Soll ich ohne offizielle Vermessung einen kleinen Teil meines Grundstückes abgeben?

5 Antworten

Grundstückskauf und -tausch geht überhaupt nicht ohne Notar und Katasteramt. Im Zweifelsfall wären alle Vereinbarungen NICHTIG.

Mein Rat: Mach es auf keinen Fall! Mit solchen Sachen ist nicht zu spaßen!

Wenn der Nachbar Vorteile erzielen möchte, dann muß der dafür bezahlen. Offensichtlich ist die Einfahrt ja wertvoller als unnützes Land hinten -- warum solltest Du also 1:1 tauschen? Verkaufe ihm doch lieber etwas Land -- das Geld kannst Du bestimmt gebrauchen. Erkundigt Euch bei der Gemeinde nach dem fairen Preis laut Bestandstabelle und fertig. Du mußt nicht unnützes Land im Tausch annehmen. Und die Grunderwerbssteuer zahlt immer der Käufer...

Das ist eine gute Idee, denn das Land was wir bekommen sollen nützt uns wirklich überhaupt nichts. Muss noch mal mit ihm reden ob es nicht doch offiziell gemacht werden soll, verkaufen ist wohl das beste, so gibt es auch keine Probleme. Und wer weiß wann das genannte Gebäude abgerissen wird....

Nun ja, Kosten sollen eben vermieden werden. Und ja: wir verstehen uns gut, nur was ist, wenn z. b. einer das Haus verkaufen will o. muss? Oder wenn es doch zum großen Krach kommt. Wenn ich da irgendein Schriftstück habe, das ist doch dann nur ein Stück Papier.

Eben und da kannst Du Dir dann den Popo mit abwischen.
Alles was ein Grundstück betrifft muss, wenn es rechtsverbindlich sein soll, im Grundbuch eingetragen werden.
Du bist ja schon selbst auf die Haken an der Sache gekommen. Lieber jetzt Geld für eine vernünftige Lösung ausgeben als es später Rechtsanwälten in den Rachen zu schmeißen. Da ist die jetzige Lösung mit Sicherheit preiswerter und jeder weiß woran er ist.

Wenn ihr Euch einig seid und das ist bei einer guten Nachbarschaft möglich, muss es keinen Ärger geben. Es wird aber mit Sicherheit nicht billig da jede Veräußerung eines Grundstückes über einen Notar gehen muss. Und das ist in Eurem Fall ja 2x so.

Es geht ohne Katasteramt, aber nicht ohne Grundbuch.
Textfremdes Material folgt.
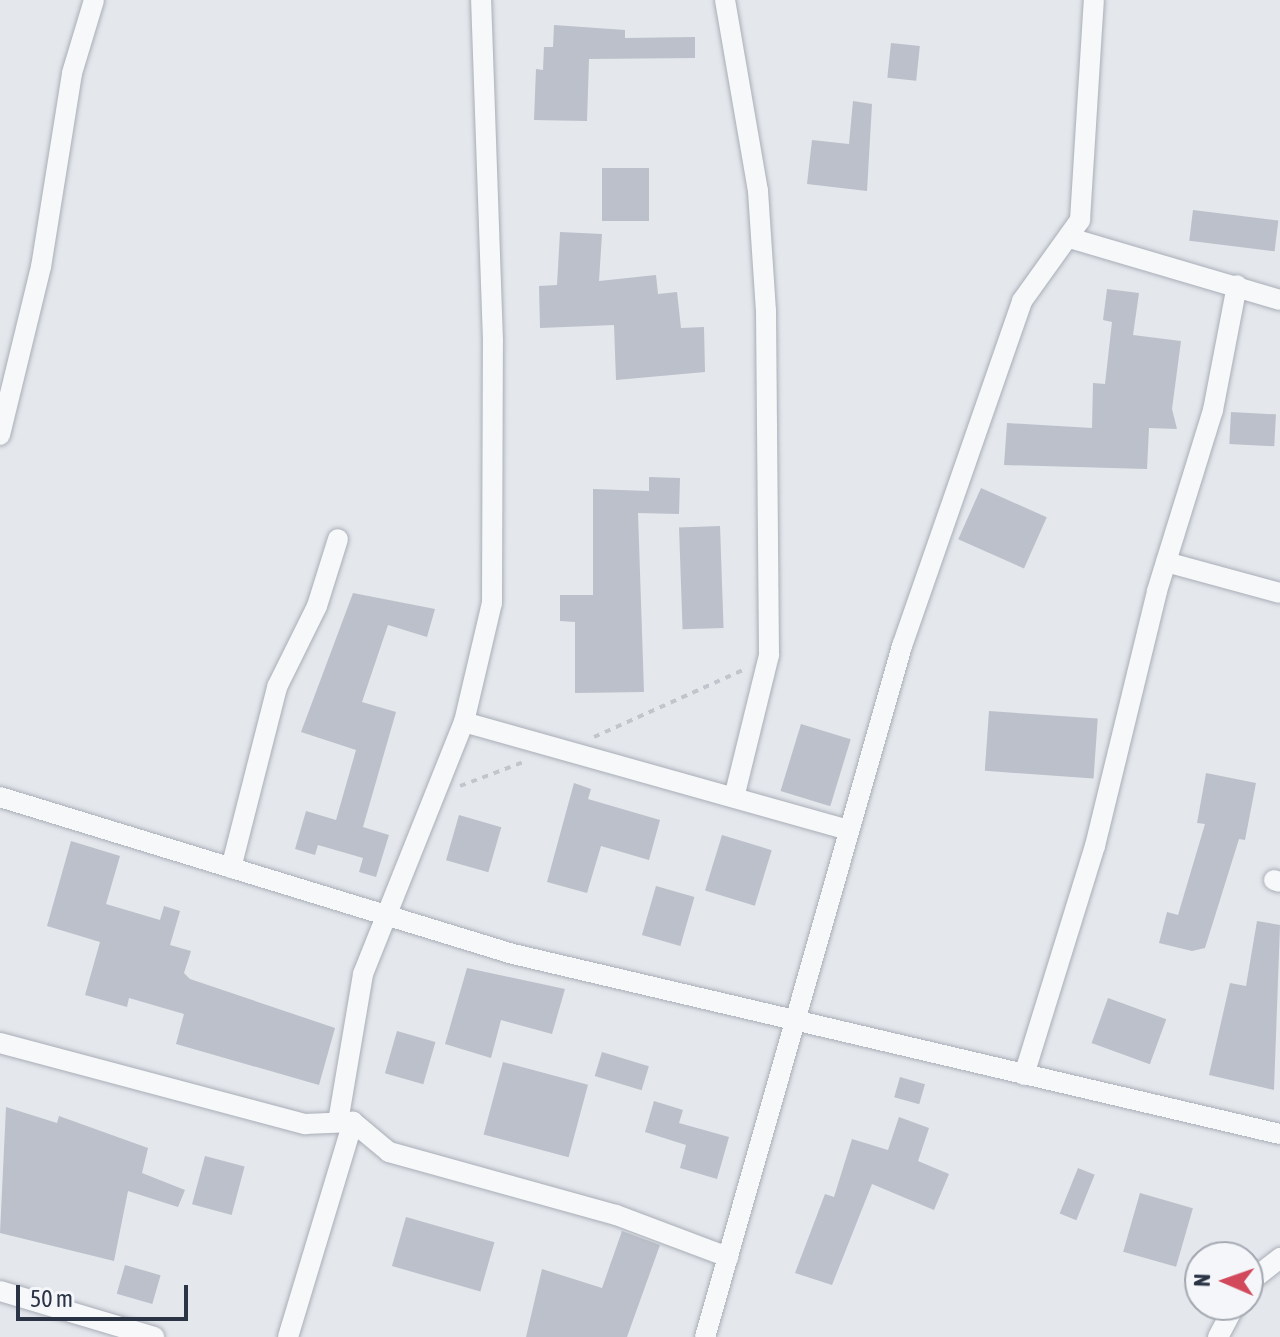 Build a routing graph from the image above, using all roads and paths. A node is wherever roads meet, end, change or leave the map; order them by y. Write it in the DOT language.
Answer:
graph roads {
  1 [pos="94,0"];
  2 [pos="481,0"];
  3 [pos="725,0"];
  4 [pos="1094,0"];
  5 [pos="1073,239"];
  6 [pos="1237,285"];
  7 [pos="1280,300"];
  8 [pos="0,435"];
  9 [pos="338,539"];
  10 [pos="1166,562"];
  11 [pos="1280,593"];
  12 [pos="769,655"];
  13 [pos="464,722"];
  14 [pos="562,747"];
  15 [pos="439,792"];
  16 [pos="0,797"];
  17 [pos="734,797"];
  18 [pos="849,830"];
  19 [pos="231,868"];
  20 [pos="386,912"];
  21 [pos="795,1025"];
  22 [pos="0,1043"];
  23 [pos="1024,1075"];
  24 [pos="346,1122"];
  25 [pos="1280,1134"];
  26 [pos="728,1257"];
  27 [pos="1280,1258"];
  28 [pos="1264,1270"];
  29 [pos="0,1291"];
  30 [pos="154,1337"];
  31 [pos="288,1337"];
  32 [pos="705,1337"];
  1 -- 8 [label="street"];
  2 -- 13 [label="street"];
  3 -- 12 [label="street"];
  4 -- 5 [label="street"];
  5 -- 6 [label="street"];
  5 -- 18 [label="street"];
  6 -- 7 [label="street"];
  6 -- 10 [label="street"];
  9 -- 19 [label="street"];
  10 -- 11 [label="street"];
  10 -- 23 [label="street"];
  12 -- 14 [label="path"];
  12 -- 17 [label="street"];
  13 -- 14 [label="street"];
  13 -- 15 [label="street"];
  14 -- 15 [label="path"];
  14 -- 17 [label="street"];
  15 -- 20 [label="street"];
  16 -- 19 [label="street"];
  17 -- 18 [label="street"];
  18 -- 21 [label="street"];
  19 -- 20 [label="street"];
  20 -- 21 [label="street"];
  20 -- 24 [label="street"];
  21 -- 23 [label="street"];
  21 -- 26 [label="street"];
  22 -- 24 [label="street"];
  23 -- 25 [label="street"];
  24 -- 26 [label="street"];
  24 -- 31 [label="street"];
  26 -- 32 [label="street"];
  27 -- 28 [label="street"];
  29 -- 30 [label="street"];
} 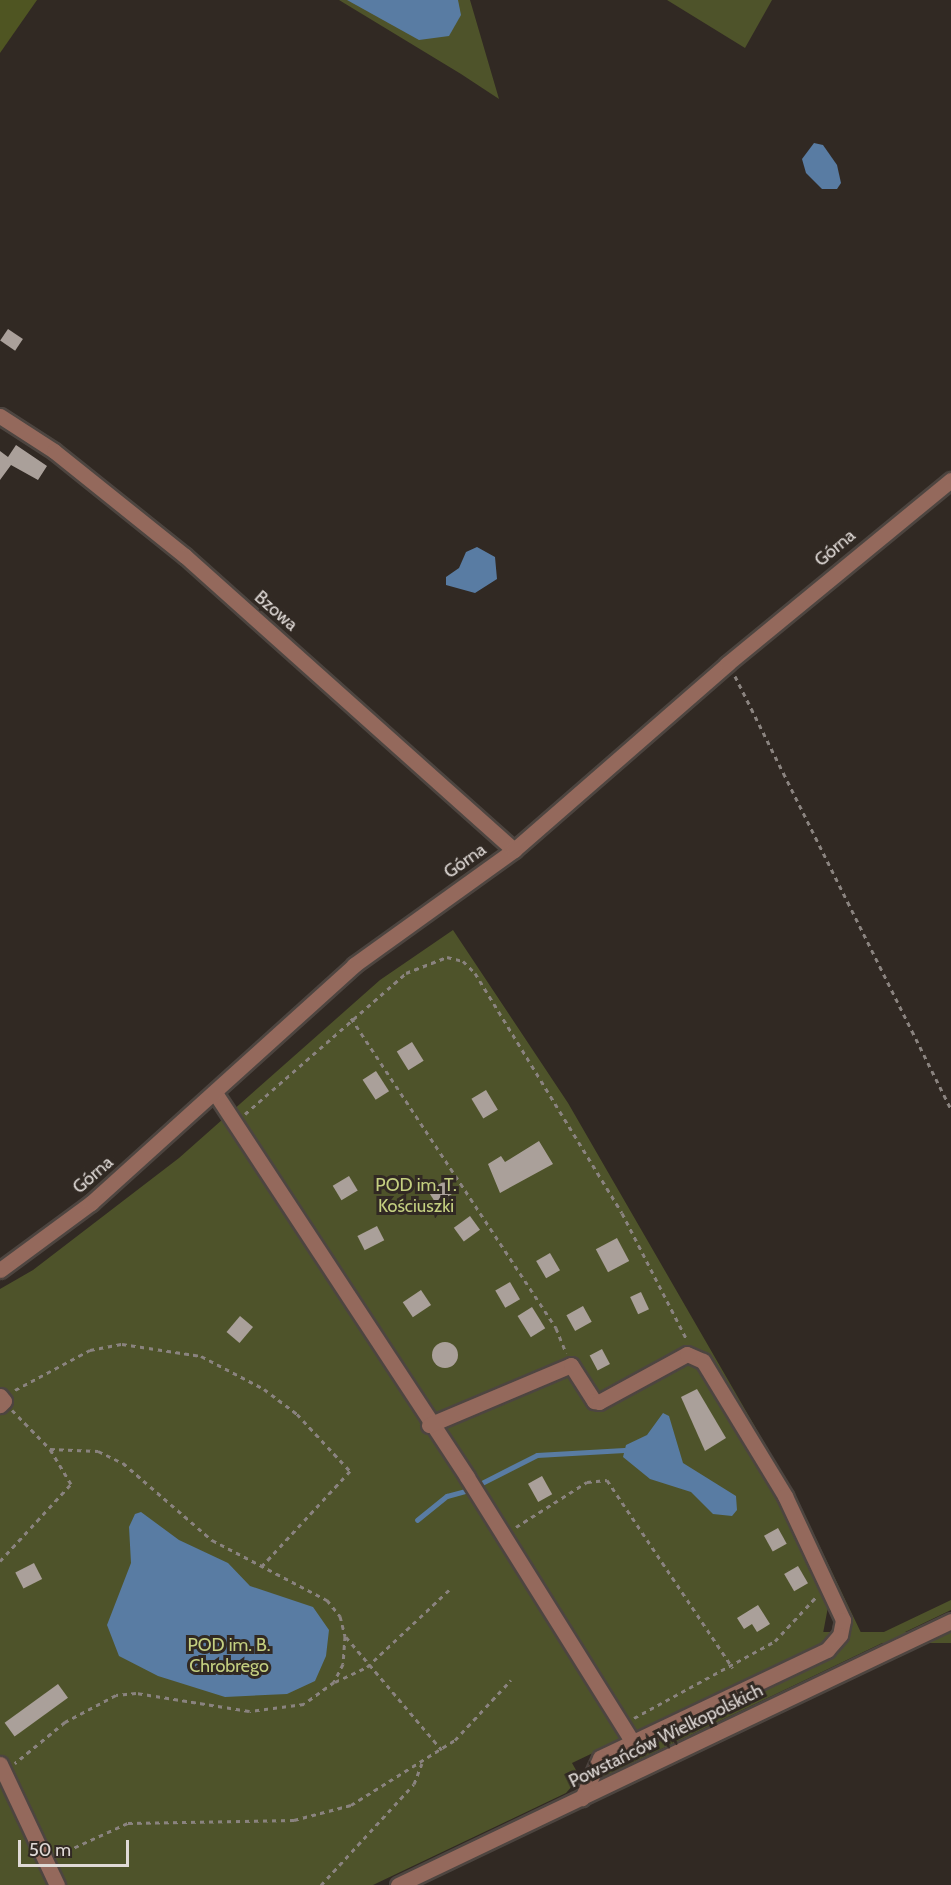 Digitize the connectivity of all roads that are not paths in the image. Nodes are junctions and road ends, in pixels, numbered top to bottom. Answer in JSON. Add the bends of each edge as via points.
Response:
{"nodes":[{"id":1,"x":0,"y":416,"type":"edge"},
{"id":2,"x":951,"y":480,"type":"edge"},
{"id":3,"x":514,"y":850,"type":"junction"},
{"id":4,"x":215,"y":1093,"type":"junction"},
{"id":5,"x":0,"y":1270,"type":"edge"},
{"id":6,"x":429,"y":1425,"type":"junction"},
{"id":7,"x":951,"y":1621,"type":"edge"},
{"id":8,"x":633,"y":1743,"type":"junction"},
{"id":9,"x":3,"y":1767,"type":"edge"},
{"id":10,"x":582,"y":1798,"type":"junction"},
{"id":11,"x":57,"y":1885,"type":"edge"},
{"id":12,"x":398,"y":1885,"type":"edge"}],
"edges":[{"from":1,"to":3,"type":"street","name":"Bzowa","via":[[54,451],[185,556]]},
{"from":2,"to":3,"type":"street","name":"Górna","via":[[727,664]]},
{"from":3,"to":4,"type":"street","name":"Górna","via":[[354,965]]},
{"from":4,"to":5,"type":"street","name":"Górna","via":[[91,1203]]},
{"from":4,"to":6,"type":"street"},
{"from":6,"to":8,"type":"street","via":[[467,1477]]},
{"from":6,"to":8,"type":"street","via":[[572,1365],[594,1401],[600,1402],[687,1354],[703,1361],[785,1496],[843,1620],[840,1635],[827,1650]]},
{"from":7,"to":10,"type":"street","name":"Powstańców Wielkopolskich"},
{"from":8,"to":10,"type":"street","via":[[600,1758]]},
{"from":9,"to":11,"type":"street"},
{"from":10,"to":12,"type":"street","name":"Powstańców Wielkopolskich"}]}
Was hälst du von einer Grunddienstbarkeit? Sprich einem Wegerecht. Das wird auf deinem Grundstück ins Grundbuch eingetragen. So kann sich dein Nachbar sicher sein, dass es weiter besteht, auch wenn du dein Grundstück verkaufst.

Aber. Eine Teilung oder Flächentausch wäre langfristig die bessere Variante. Ein Grundstück mit einer gescheiten Zuwegung läßt sich in der Regel besser verkaufen, als eines ohne. Langfristig sollte man auch was die Form angeht, immer auf gut bebaubare und gut erreichbare Grundstücke hinarbeiten.

Nebenbei trifft das auch für den umgekehrten Fall zu. Da sehe ich haarsträubende Teilungsentwürfe, nur um Dienstbarkeiten wegen Abstandsflächen zu vermeiden (Baulasten). Und wenn die Schuppen mal abgerissen sind, bleiben grauenvolle Grundstücke übrig.

Ich denke , in der heutigen Zeit geht wahrscheinlich nichts mehr ohne Grundbuch und Katasteramt. Das ist leider mit Kosten verbunden , doch denke einmal an die nächste Besitzgeneration . Die wird sich vielleicht um diesen Privatvertrag nicht scheren und der Ärger ist dann vorprogrammiert.